San Diego State Aztecs
- Full name: San Diego State Aztecs Rugby Club
- Union: USA Rugby
- Nickname: Aztecs
- Founded: 1958; 68 years ago
- Location: San Diego, California
- Ground: ENS 700 Field
- Coach(es): Jason Merrill (men) Tony Roulhac (women)
- League(s): Division 1-A – California (men) Division 1 – Pacific Desert (women)
| 1st kit | 2nd kit |

Official website
- arc.sdsu.edu/mens_rugby

= San Diego State Aztecs rugby union =

College rugby union club team

San Diego State Aztecs Rugby Club is the rugby union club that represents San Diego State University (SDSU). The men's team competes in Division 1-A in the California Conference and the women's team competes in Division II in the Pacific Desert Conference. The team plays its home games at ENS 700 Field.
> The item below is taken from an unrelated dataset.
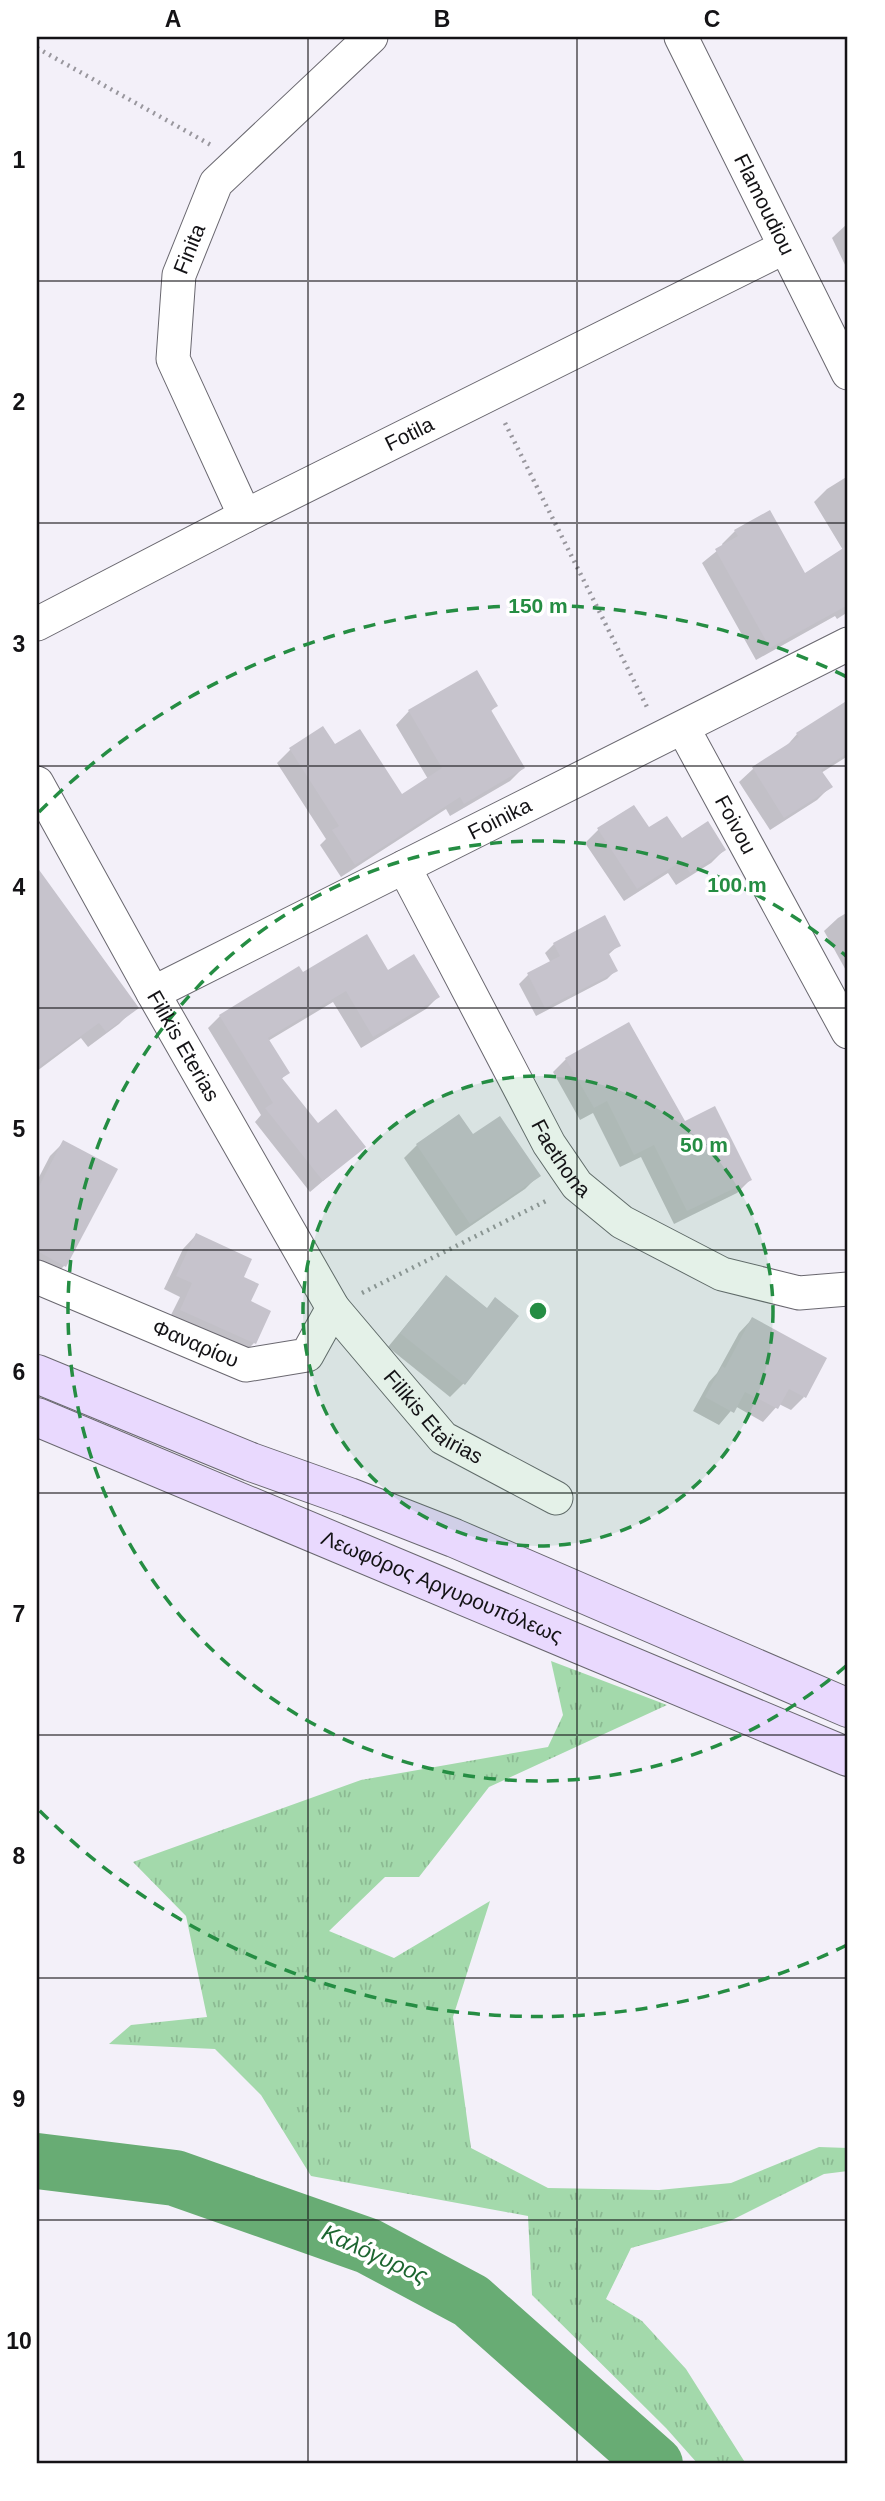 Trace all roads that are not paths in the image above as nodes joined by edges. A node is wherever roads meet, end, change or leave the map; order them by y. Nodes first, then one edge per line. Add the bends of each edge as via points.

The men's team won the 1987 National Collegiate Rugby Championship.

==Teams==
===Men's team===
Since the inception of the club in 1958, men's rugby has been both a popular and successful sport on campus at SDSU, so much so that Aztec alumni went on to set-up the rugby team of Old Mission Beach Athletic Club (OMBAC) in 1966 and also to found San Diego Old Aztecs RFC in 1978. In addition to the 1987 National Championship, the Aztecs have won numerous SCRFU Collegiate Conference titles to progress to the national playoffs, including 1996, 2007, 2008 (quarterfinalists), 2009 (semifinalists), 2010 (quarterfinalists) and 2012 (semifinalists). San Diego State men's teams have also excelled at the short-form of the game; finishing second at the 2010 Collegiate Rugby Championship (broadcast live on NBC) and qualifying to play in the USA Rugby Sevens Collegiate National Championships in 2011 (quarterfinalists), 2012 and 2015 (quarterfinalists).

===Women's team===
Women first represented San Diego State at rugby in 1975 and, like the men, had an astonishingly successful introduction, finishing the season second in the nation after losing the inaugural Women's Collegiate National Championship to the University of Colorado. The team played successfully for eleven seasons, even going on an undefeated four-match tour of New Zealand in 1981. In 1986 the Aztecs combined with a local club team the Rio Grande Surfers. The Surfers, now known as the San Diego Surfers, play in the Women's Premier League, the highest level of women's rugby in the United States. The Aztec women's team has recently been re-established on campus and they were progressing through the 2020 season until it was cut-short by the COVID-19 pandemic.

==Club history==
===Founding and inaugural season===

The Aztec Rugby Club, in its first season, took first place in the Southern California Rugby Association ... it appears that rugby will have a very favorable future on Montezuma Mesa.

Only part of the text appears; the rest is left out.